# Your assignment
Could you return the data below exactly as it appears?

[Dataset entries]
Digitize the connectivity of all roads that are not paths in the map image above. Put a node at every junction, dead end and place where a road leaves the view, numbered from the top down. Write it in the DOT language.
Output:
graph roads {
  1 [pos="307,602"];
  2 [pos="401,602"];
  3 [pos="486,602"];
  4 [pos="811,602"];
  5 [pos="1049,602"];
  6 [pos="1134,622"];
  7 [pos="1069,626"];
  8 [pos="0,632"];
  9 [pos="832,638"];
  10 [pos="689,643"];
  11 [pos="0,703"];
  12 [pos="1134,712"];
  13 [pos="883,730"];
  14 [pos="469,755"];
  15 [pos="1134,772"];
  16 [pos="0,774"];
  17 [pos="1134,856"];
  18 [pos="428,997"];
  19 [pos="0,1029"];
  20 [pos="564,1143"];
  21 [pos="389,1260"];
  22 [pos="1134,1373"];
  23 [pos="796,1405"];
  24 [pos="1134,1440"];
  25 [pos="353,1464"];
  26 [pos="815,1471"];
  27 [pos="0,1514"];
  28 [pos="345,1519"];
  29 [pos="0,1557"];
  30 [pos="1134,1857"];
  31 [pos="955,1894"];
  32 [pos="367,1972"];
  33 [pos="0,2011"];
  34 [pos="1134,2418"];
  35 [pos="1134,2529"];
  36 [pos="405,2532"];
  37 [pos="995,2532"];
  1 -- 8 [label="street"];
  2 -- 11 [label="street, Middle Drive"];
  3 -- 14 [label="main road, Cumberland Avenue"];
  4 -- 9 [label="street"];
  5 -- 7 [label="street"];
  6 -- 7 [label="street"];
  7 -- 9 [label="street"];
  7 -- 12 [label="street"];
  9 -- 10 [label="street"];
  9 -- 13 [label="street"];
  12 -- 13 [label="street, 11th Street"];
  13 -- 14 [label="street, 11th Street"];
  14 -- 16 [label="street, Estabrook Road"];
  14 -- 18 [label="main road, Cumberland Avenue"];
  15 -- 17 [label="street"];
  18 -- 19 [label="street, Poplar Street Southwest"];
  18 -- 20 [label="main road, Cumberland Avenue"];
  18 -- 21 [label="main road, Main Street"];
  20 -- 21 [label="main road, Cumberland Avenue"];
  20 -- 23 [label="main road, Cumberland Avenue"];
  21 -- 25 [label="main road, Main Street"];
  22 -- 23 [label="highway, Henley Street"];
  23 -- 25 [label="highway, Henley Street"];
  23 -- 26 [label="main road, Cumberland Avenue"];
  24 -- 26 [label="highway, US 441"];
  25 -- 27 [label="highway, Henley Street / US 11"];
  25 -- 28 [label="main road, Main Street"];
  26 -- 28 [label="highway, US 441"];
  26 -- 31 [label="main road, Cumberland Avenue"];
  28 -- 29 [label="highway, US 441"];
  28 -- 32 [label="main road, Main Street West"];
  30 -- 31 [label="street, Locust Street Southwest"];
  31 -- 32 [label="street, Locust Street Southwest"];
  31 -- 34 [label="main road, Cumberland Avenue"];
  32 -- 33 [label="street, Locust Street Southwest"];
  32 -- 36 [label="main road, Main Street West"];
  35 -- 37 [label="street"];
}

# Your response
Digitize the connectivity of all roads that are not paths in the map image above. Put a node at every junction, dead end and place where a road leaves the view, numbered from the top down. Write it in the DOT language.
Output:
graph roads {
  1 [pos="307,602"];
  2 [pos="401,602"];
  3 [pos="486,602"];
  4 [pos="811,602"];
  5 [pos="1049,602"];
  6 [pos="1134,622"];
  7 [pos="1069,626"];
  8 [pos="0,632"];
  9 [pos="832,638"];
  10 [pos="689,643"];
  11 [pos="0,703"];
  12 [pos="1134,712"];
  13 [pos="883,730"];
  14 [pos="469,755"];
  15 [pos="1134,772"];
  16 [pos="0,774"];
  17 [pos="1134,856"];
  18 [pos="428,997"];
  19 [pos="0,1029"];
  20 [pos="564,1143"];
  21 [pos="389,1260"];
  22 [pos="1134,1373"];
  23 [pos="796,1405"];
  24 [pos="1134,1440"];
  25 [pos="353,1464"];
  26 [pos="815,1471"];
  27 [pos="0,1514"];
  28 [pos="345,1519"];
  29 [pos="0,1557"];
  30 [pos="1134,1857"];
  31 [pos="955,1894"];
  32 [pos="367,1972"];
  33 [pos="0,2011"];
  34 [pos="1134,2418"];
  35 [pos="1134,2529"];
  36 [pos="405,2532"];
  37 [pos="995,2532"];
  1 -- 8 [label="street"];
  2 -- 11 [label="street, Middle Drive"];
  3 -- 14 [label="main road, Cumberland Avenue"];
  4 -- 9 [label="street"];
  5 -- 7 [label="street"];
  6 -- 7 [label="street"];
  7 -- 9 [label="street"];
  7 -- 12 [label="street"];
  9 -- 10 [label="street"];
  9 -- 13 [label="street"];
  12 -- 13 [label="street, 11th Street"];
  13 -- 14 [label="street, 11th Street"];
  14 -- 16 [label="street, Estabrook Road"];
  14 -- 18 [label="main road, Cumberland Avenue"];
  15 -- 17 [label="street"];
  18 -- 19 [label="street, Poplar Street Southwest"];
  18 -- 20 [label="main road, Cumberland Avenue"];
  18 -- 21 [label="main road, Main Street"];
  20 -- 21 [label="main road, Cumberland Avenue"];
  20 -- 23 [label="main road, Cumberland Avenue"];
  21 -- 25 [label="main road, Main Street"];
  22 -- 23 [label="highway, Henley Street"];
  23 -- 25 [label="highway, Henley Street"];
  23 -- 26 [label="main road, Cumberland Avenue"];
  24 -- 26 [label="highway, US 441"];
  25 -- 27 [label="highway, Henley Street / US 11"];
  25 -- 28 [label="main road, Main Street"];
  26 -- 28 [label="highway, US 441"];
  26 -- 31 [label="main road, Cumberland Avenue"];
  28 -- 29 [label="highway, US 441"];
  28 -- 32 [label="main road, Main Street West"];
  30 -- 31 [label="street, Locust Street Southwest"];
  31 -- 32 [label="street, Locust Street Southwest"];
  31 -- 34 [label="main road, Cumberland Avenue"];
  32 -- 33 [label="street, Locust Street Southwest"];
  32 -- 36 [label="main road, Main Street West"];
  35 -- 37 [label="street"];
}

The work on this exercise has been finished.